Both Miller and Stone remember recording the lively “Battle of Jericho.”
“Betty’s brother, John Johnson, known as ‘Sonny,’ sang the lead,” Miller said. “That was a lot of fun, and the walls came tumbling, tumbling down!”

The men start out singing, “Have You Heard About Joshua”, and then the women responded, “At the Battle of Jericho!” The choir would sing softly and then crescendo.
“As the voices changed, everybody hit their notes,” Stone said. “We weren’t caught up in the technology of producing the song, we just sang out of our hearts because we believed in what we were singing.
“Everybody was so dedicated to the choir. It wasn’t a frivolous thing because sometimes we sang ourselves to tears.”

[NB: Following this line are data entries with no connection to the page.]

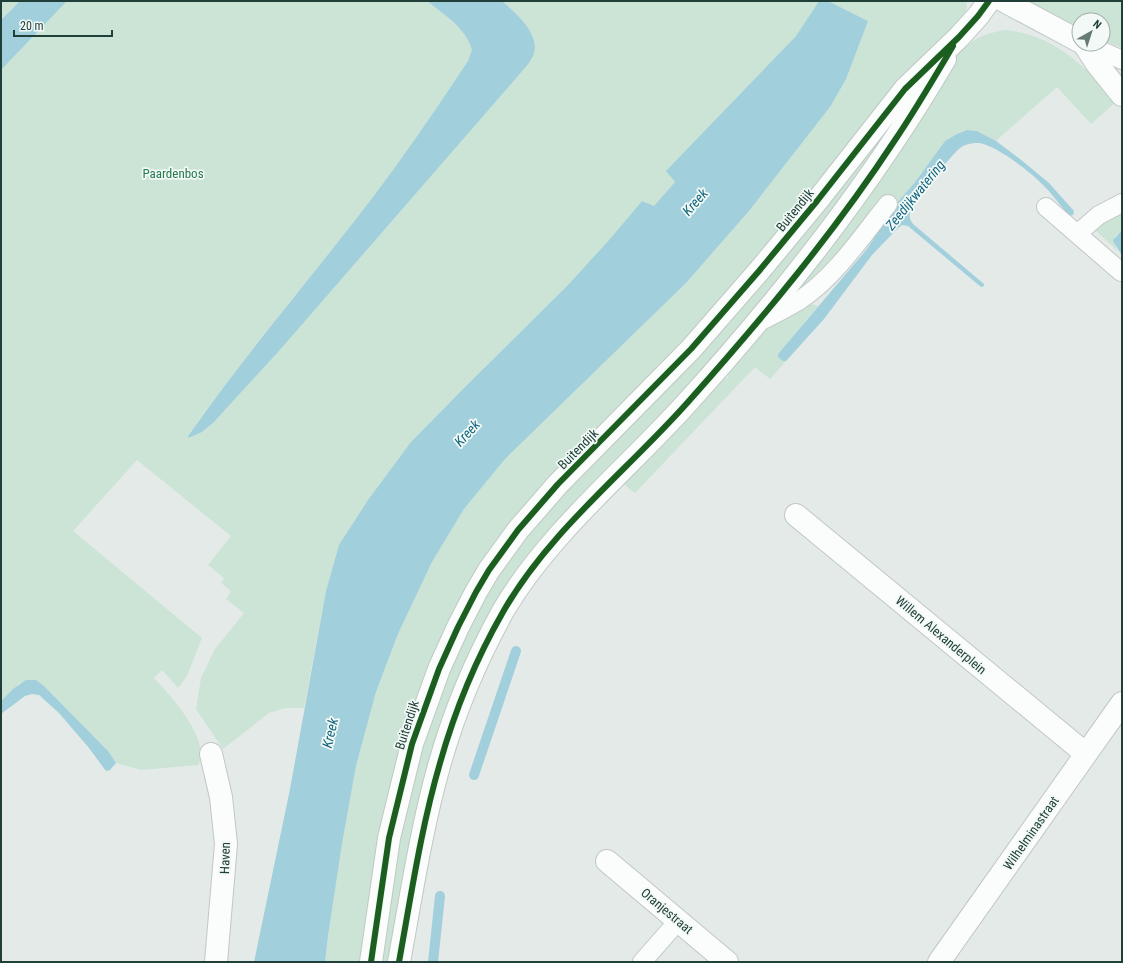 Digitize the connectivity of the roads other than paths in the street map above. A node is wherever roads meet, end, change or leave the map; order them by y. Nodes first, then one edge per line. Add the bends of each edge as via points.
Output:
1 (988, 1) edge
2 (1004, 1) edge
3 (959, 37) junction
4 (1071, 37) edge
5 (1089, 52) edge
6 (1104, 52) edge
7 (1122, 60) edge
8 (1122, 95) edge
9 (1122, 203) edge
10 (888, 204) dead end
11 (1046, 207) dead end
12 (1077, 234) junction
13 (1121, 272) edge
14 (755, 324) junction
15 (796, 515) dead end
16 (1122, 703) edge
17 (211, 754) dead end
18 (1086, 754) junction
19 (607, 861) dead end
20 (679, 920) junction
21 (216, 962) edge
22 (371, 962) edge
23 (399, 962) edge
24 (642, 962) edge
25 (727, 962) edge
26 (939, 962) edge

1 - 3 street, Buitendijk
2 - 4 street
3 - 14 street, Buitendijk via 908,120 858,194
3 - 22 street, Buitendijk via 905,89 759,271 691,348 537,507 489,570 439,669 412,744 389,838
5 - 8 street
6 - 7 lane
9 - 12 lane via 1099,215
10 - 14 lane, Buitendijk via 849,254 814,290
11 - 12 lane
12 - 13 lane
14 - 23 street, Buitendijk via 686,404 542,557 515,592 495,627 460,701 440,764 425,826
15 - 18 street, Willem Alexanderplein
16 - 18 street, Wilhelminastraat
17 - 21 street, Haven via 221,797 226,844
18 - 26 street, Wilhelminastraat
19 - 20 street, Oranjestraat
20 - 24 lane
20 - 25 street, Oranjestraat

“The person that recorded it,” Miller said, “was surprised that we didn’t have to do any retakes, and we honestly didn’t on all of them. It was just a one-time deal, so God was with us.”
“The community really liked it,” Stone remembered. “I think we had albums across the country. Everybody had one. St. Paul did grow. There were people who were coming, and they wanted to join the choir, and it was a great time.”
“I think that was one of the greater moments in St. Paul. We ceased to become a choir, and we were just an instrument of God to sing like that. The songs that we sang had meaning so it wasn’t, ‘This was my song or your song.’ The choir was so together, and I think that our uplift of each other had a lot to do with it.”